Анна Матвеевна поджала губы, не зная, как реагировать на грубоватую шутку. На их конце стола воцарилась пауза. Стал слышен разговор моряков, окружавших Беринга.

Чириков будничным голосом рассказывал:

– В самое голодное время мы научились есть даже рапанов. Их много здесь, на побережье.

– Рапаны, что это такое? – громко спросила Анна Матвеевна, демонстративно отворачиваясь от Скорнякова-Писарева.

– Рапаны – это, сударыня, раковины. Моллюски, живущие в них, съедобны. Но помимо прочего с рапанами связана ещё и одна красивая легенда…

– Так расскажите же её нам, Алексей Ильич.

Чириков склонил голову в лёгком поклоне:

– Говорят, что прародитель древних финикийцев Мелькарт, – многозначительно начал он, – почитаемый, как бог, путешествовал на своём крылатом корабле по свету. Однажды, на самом краю Ойкумены, он пристал к чудесному берегу, где горы, поросшие густым лесом, почти вплотную подходили к кромке прибоя. Он причалил. Первой на песок выскочила огромная собака…

Чириков изменил интонацию на ироничную:

– Сей Мелькарт, надо заметить, так же любил собак, как господин капитан Шпанберг…

Все понимающе заулыбались. Пристрастие Шпанберга к своему догу ни для кого не было секретом.

Шпанберг недовольно уставился на своего вечного соперника и прошипел:

– Некоторый сопак лутше некоторый челофек.

Это было явным оскорблением, но Чириков продолжал как ни в чем не бывало:

– Собака Мелькарта понеслась вдоль берега, играя с волнами и распугивая чаек. Когда вернулась к хозяину, вся её морда и белая шерсть на груди были залиты красным. Подумав, что это – кровь, Мелькарт осмотрел собаку и не обнаружил никакой раны. Он разжал ей пасть и увидел раздавленную раковину рапана, из которой сочилась пурпурная жидкость. Говорят, именно так и была найдена знаменитая пурпурная краска, которая стала цениться в Древнем мире на вес золота. Она принесла финикийцам несметные богатства.

– Красивая сказка… – произнес Софрон Хитрово. – Но что она объясняет?

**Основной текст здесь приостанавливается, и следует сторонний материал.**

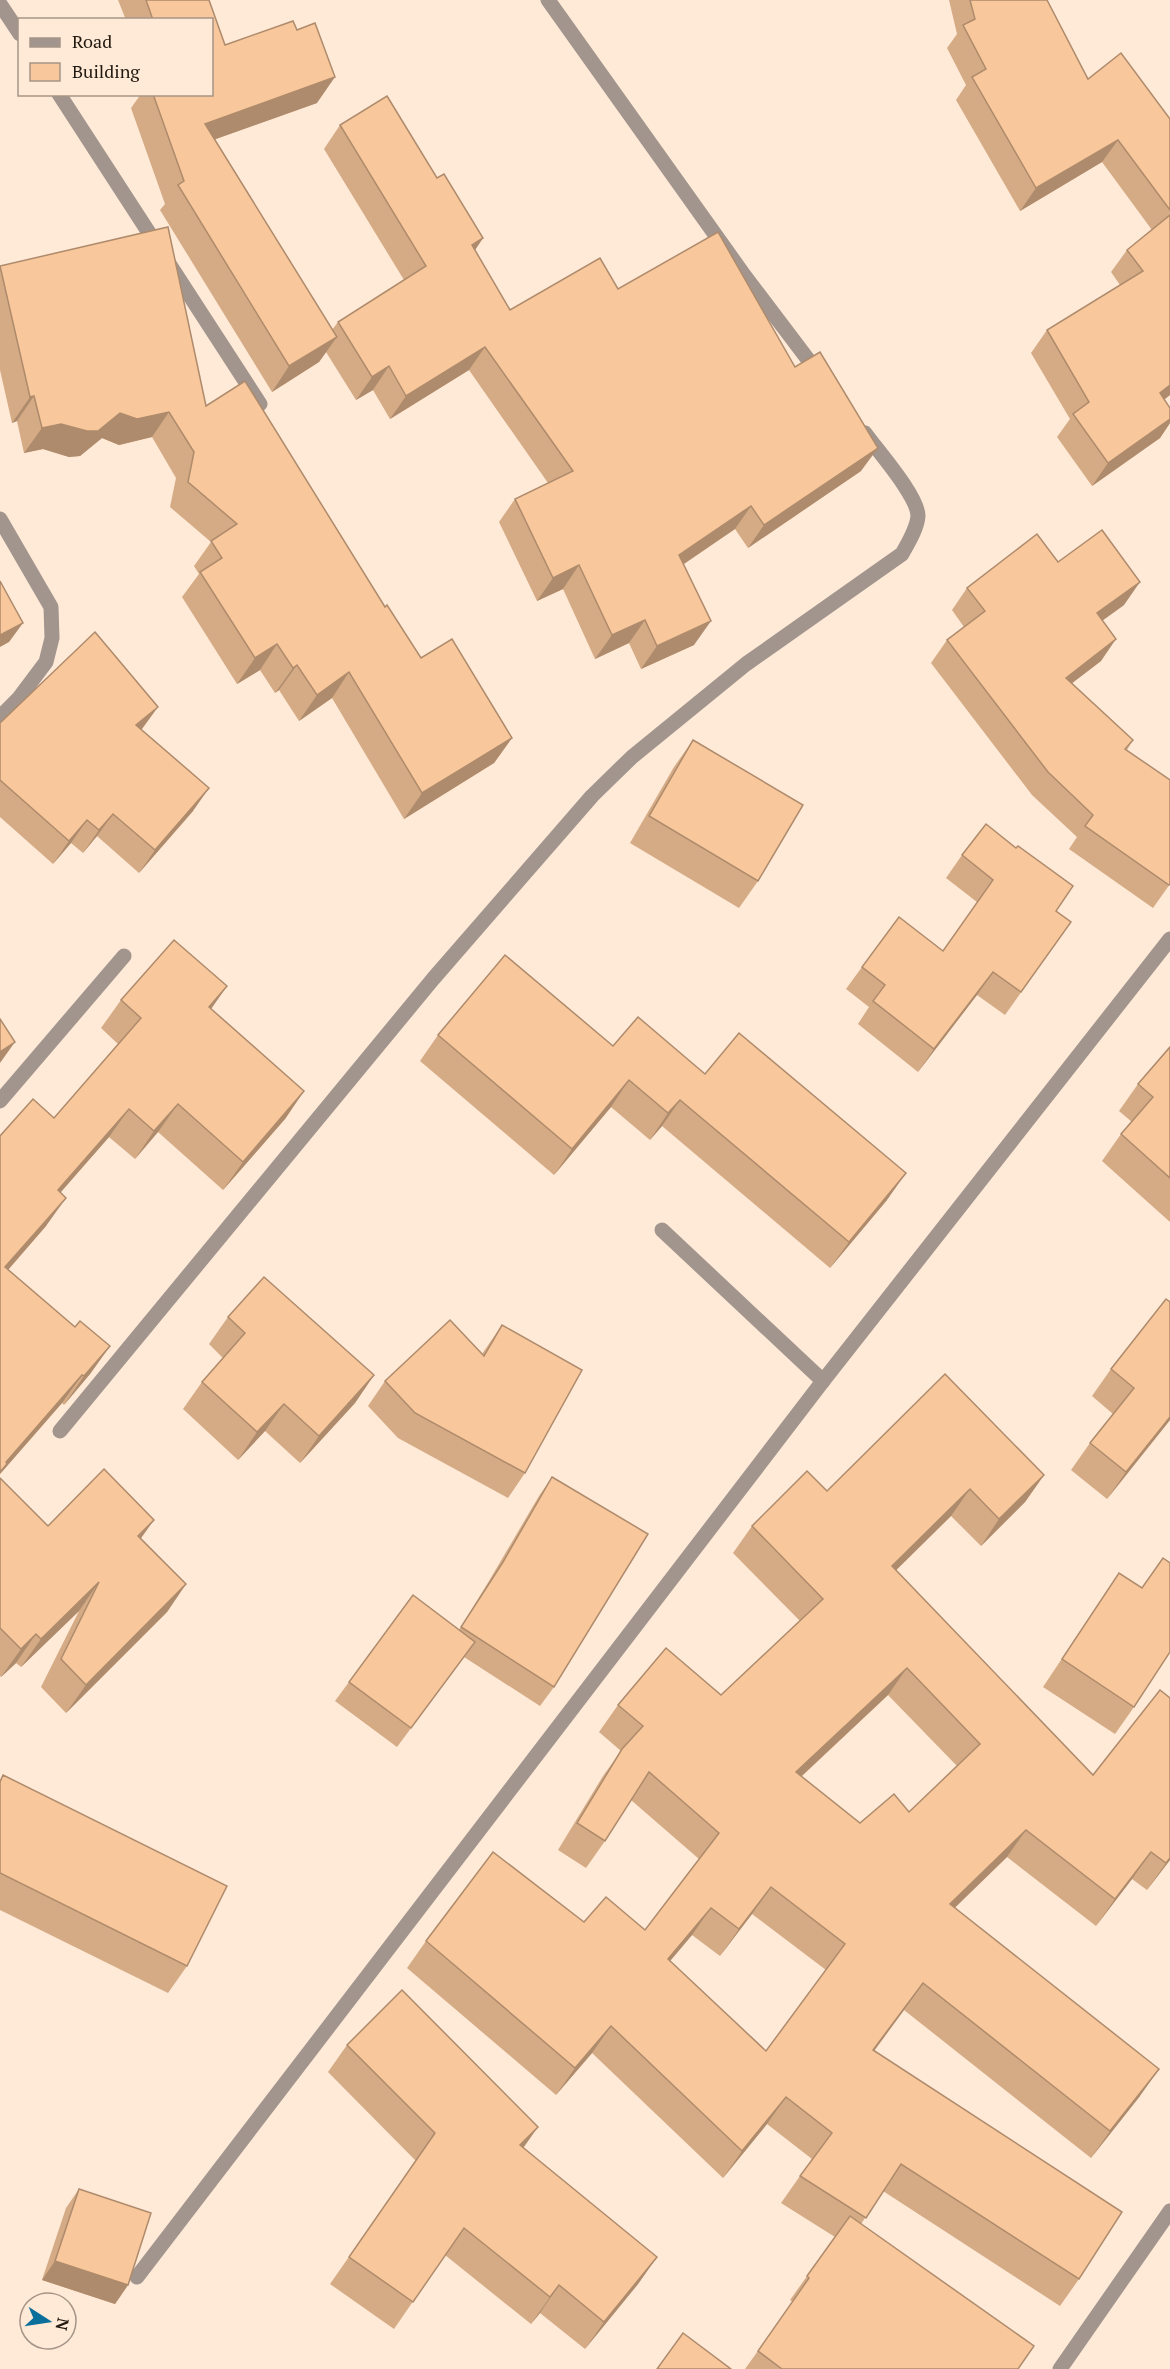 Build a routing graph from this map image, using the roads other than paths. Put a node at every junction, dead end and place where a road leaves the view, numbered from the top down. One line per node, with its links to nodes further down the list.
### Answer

– Пурпур, сударь, думается мне, не только окрасил мантии царей, кичащихся своей силой и сокровищами. Им залито всё побережье, ставшее ареной непрекращающихся ристалищ между народами. И нынче уже не краской, добытой из раковин, а настоящей кровью окрашены плащи сильных мира сего…

– Вы романтик, Алексей Ильич! – осторожно заметил Беринг. – Однако прошу вас, будьте осмотрительнее в словах…

– Но сие – токмо легенда, ваше высокородие, – Чириков умолк, но не надолго. – Давайте, господа, выпьем за наш поход к Америке! За росских коломбов! – предложил он.

Все, даже сердитый Шпанберг и угрюмый Скорняков-Писарев, вскинули бокалы. И только задремавший лицом в тарелке Делакроер не нашёл в себе сил поддержать этот тост.